Many of you probably think that I enjoy putting this band down, or that whenever I review them, I'm already so biased against them that I don't even give them a shot. Neither of these statements is true. In fact, this album actually started out rather promising. Its best song, "The Glass Prison," is the first track. It starts out with an eccentric, fuzzy intro that solidifies into a simple but catchy beginning riff. The song holds on to itself pretty well for its far too long running time of fourteen minutes, keeping even the casual listener interested with a memorable melody and frequent guitar and synthesizer breaks. It even has a nu-metal-like (minus the urban beat) riff about six minutes in, which gives the song some ballast (Progressive nu-metal? Now I've heard everything!). But for me, this album unravels fast after the first track. The album quickly becomes a compilation of ballads (especially disc 2), with only "Misunderstood" being mildly successful with a chorus that sticks with you long after the song's over. It's either haunting or annoying, depending on your tastes.
The rest of the album hits me as soulless, a collection of lackluster songs complemented by tedious attempts to impress the listener. Basically, you're either a Dream Theater fan, who will consider this an extremely accomplished work, or you're not, and you will find sitting through one of these discs boring and through both of them torturous.
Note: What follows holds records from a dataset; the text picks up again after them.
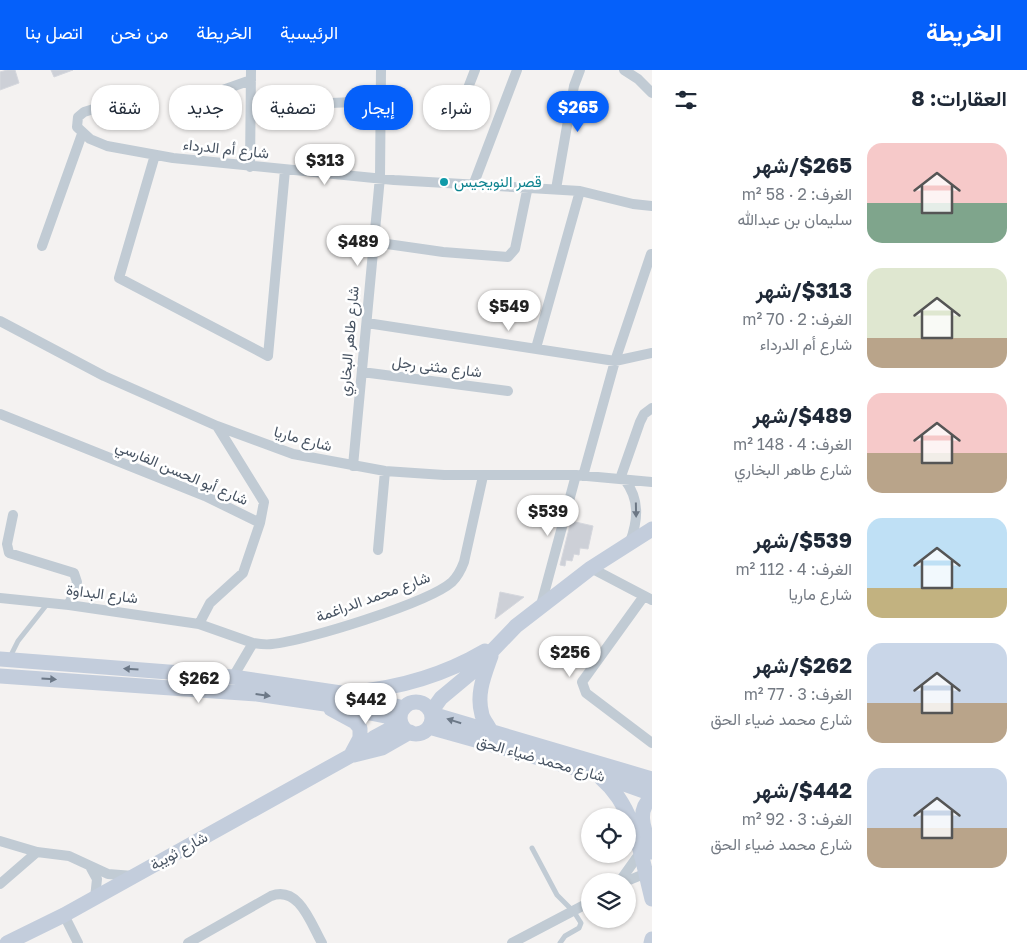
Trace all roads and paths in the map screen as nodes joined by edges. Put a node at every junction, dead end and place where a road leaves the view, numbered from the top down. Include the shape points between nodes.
1 (380, 70) edge
2 (475, 70) edge
3 (517, 70) edge
4 (580, 70) edge
5 (624, 70) edge
6 (251, 75) edge
7 (228, 85) edge
8 (380, 85) edge
9 (469, 85) edge
10 (652, 93) edge
11 (252, 106) joint
12 (91, 111) edge
13 (381, 130) edge
14 (82, 134) junction
15 (155, 156) junction
16 (250, 167) junction
17 (286, 170) junction
18 (380, 177) junction
19 (474, 183) junction
20 (528, 186) junction
21 (556, 189) junction
22 (580, 191) junction
23 (652, 206) edge
24 (373, 242) junction
25 (42, 246) dead end
26 (651, 254) edge
27 (0, 321) edge
28 (367, 323) junction
29 (536, 348) junction
30 (652, 353) edge
31 (615, 361) junction
32 (362, 372) junction
33 (508, 391) dead end
34 (652, 408) edge
35 (0, 414) edge
36 (217, 426) junction
37 (353, 466) junction
38 (385, 471) junction
39 (483, 476) junction
40 (580, 476) junction
41 (623, 480) junction
42 (652, 482) edge
43 (13, 515) dead end
44 (260, 523) junction
45 (652, 529) edge
46 (630, 542) junction
47 (378, 550) dead end
48 (591, 568) junction
49 (0, 598) edge
50 (648, 598) edge
51 (48, 603) junction
52 (69, 605) junction
53 (541, 605) junction
54 (199, 624) junction
55 (253, 643) junction
56 (495, 646) junction
57 (5, 659) edge
58 (481, 661) junction
59 (0, 676) edge
60 (233, 677) junction
61 (341, 693) junction
62 (325, 704) junction
63 (405, 717) junction
64 (431, 718) junction
65 (492, 738) junction
66 (652, 743) edge
67 (350, 756) junction
68 (596, 774) junction
69 (652, 779) edge
70 (652, 795) edge
71 (0, 841) edge
72 (532, 848) dead end
73 (37, 852) junction
74 (646, 852) edge
75 (91, 868) junction
76 (649, 872) edge
77 (627, 873) edge
78 (135, 876) junction
79 (636, 877) edge
80 (0, 884) edge
81 (95, 898) junction
82 (652, 899) edge
83 (581, 908) edge
84 (574, 912) junction
85 (64, 916) junction
86 (652, 939) edge
87 (7, 943) edge
88 (78, 943) edge
89 (188, 943) edge
90 (322, 943) edge
91 (512, 943) edge
92 (560, 943) edge
93 (650, 943) edge

1 - 8 street, شارع طاهر البخاري
2 - 9 street
3 - 19 street
4 - 21 street via 574,86
5 - 10 street
6 - 7 street
6 - 11 street
11 - 16 street
12 - 14 street via 78,117 77,127
13 - 18 street, شارع طاهر البخاري
14 - 15 street, شارع أم الدرداء via 107,146
14 - 25 street
15 - 16 street, شارع أم الدرداء
15 - 17 street via 119,278 268,356
16 - 17 street, شارع أم الدرداء
17 - 18 street, شارع أم الدرداء
18 - 19 street, شارع أم الدرداء
18 - 24 street, شارع طاهر البخاري
19 - 20 street, شارع أم الدرداء
20 - 21 street, شارع أم الدرداء
20 - 24 street via 515,249 508,257
21 - 22 street, شارع أم الدرداء
22 - 23 street, شارع أم الدرداء
22 - 29 street
24 - 28 street, شارع طاهر البخاري
26 - 31 street
27 - 36 street, شارع ماريا via 104,376
28 - 29 street
28 - 32 street, شارع طاهر البخاري
29 - 31 street
30 - 31 street
31 - 40 street
32 - 33 street, شارع مثنى رجل
32 - 37 street, شارع طاهر البخاري
34 - 41 street via 640,422
35 - 44 street, شارع أبو الحسن الفارسي via 205,496
36 - 37 street, شارع ماريا via 294,454
36 - 44 street via 264,502
37 - 38 street, شارع ماريا
38 - 39 street, شارع ماريا
38 - 47 street
39 - 40 street, شارع ماريا
39 - 55 street, شارع محمد الدراغمة via 464,562 451,583 427,596 331,630 282,643
40 - 41 street, شارع ماريا
40 - 53 street
41 - 42 street, شارع ماريا
41 -> 46 street via 634,495 637,511 636,527
43 - 52 street via 7,544 9,553 74,573 77,582
44 - 54 street, شارع أبو الحسن الفارسي via 243,573 210,602
45 - 46 main road
46 - 48 main road
48 - 50 street
48 - 53 main road
49 - 51 street, شارع البداوة
50 - 66 street via 592,666 582,688
51 - 52 street, شارع البداوة
51 - 57 lane
52 - 54 street, شارع البداوة
53 - 56 main road
54 - 55 street
55 - 60 street
56 - 58 main road
56 - 61 main road via 420,680
56 - 65 main road via 482,679 480,697 485,723
60 -> 57 main road
58 - 63 main road via 433,692
58 - 64 main road via 441,698
59 -> 62 main road via 257,694
60 - 61 main road
61 - 63 main road
62 - 63 main road
62 - 67 main road via 360,728 360,738
63 - 64 main road, شارع محمد ضياء الحق via 421,703
63 - 64 main road via 418,734
63 - 67 main road, شارع ثويبة via 382,748
64 - 65 main road, شارع محمد ضياء الحق
65 - 68 main road, شارع محمد ضياء الحق
65 - 69 main road, شارع محمد ضياء الحق
67 - 78 main road, شارع ثويبة
68 - 70 main road, شارع محمد ضياء الحق
68 - 74 main road via 622,801
70 - 74 main road via 642,811
71 - 73 street
72 - 84 lane via 560,900
73 - 75 street via 70,856
73 - 80 street
74 - 76 main road
74 - 77 street
75 - 78 street
75 - 81 street via 98,886
76 - 79 street
76 - 82 main road
78 - 81 main road, شارع ثويبة
81 - 85 main road, شارع ثويبة
83 - 84 street
84 - 91 street
84 - 92 lane via 580,927
85 - 87 main road, شارع ثويبة
85 - 88 street
86 - 93 main road
89 - 90 street via 280,894 293,897 299,903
"One word review: (Please,) Stop." This album probably would've rated a 2 skull score if they had cut their losses and stopped with disc 1, but I had to knock a point off for extending this one to such unnecessary lengths. Disc 2 is just one song, "Six Degrees of Inner Turbulence" separated into eight (bowel) movements. Is it just me? Or should a song with a title like that have six movements rather than eight? Anyway, pretty much all of disc 2 sounds like an alternate soundtrack to the film, 'An Officer and a Gentleman.' Every time I hear the first track, "Overture," I keep expecting Richard Gere to break down the door and whisk me away (Oh... I only hope... someday). But "Overture" only sets the pace. Things get really out of hand with "Goodnight Kiss" and "Solitary Shell." Songs that are so innocuous that Cat Stevens himself would've listened to them and said, "Couldn't ya add some balls to 'em?"
I'm a metalhead, and while a few ballads are acceptable, this album's got over an hour of them. This album is a little like the Use Your Illusion discs from Guns 'n Roses, it would've been better had they just come out with the stronger songs on one disc, and even then it wouldn't be that great of an album. The only times I'll probably listen to this one again is when I get drunk and want to make fun of Death.
One word review: (Please,) Stop.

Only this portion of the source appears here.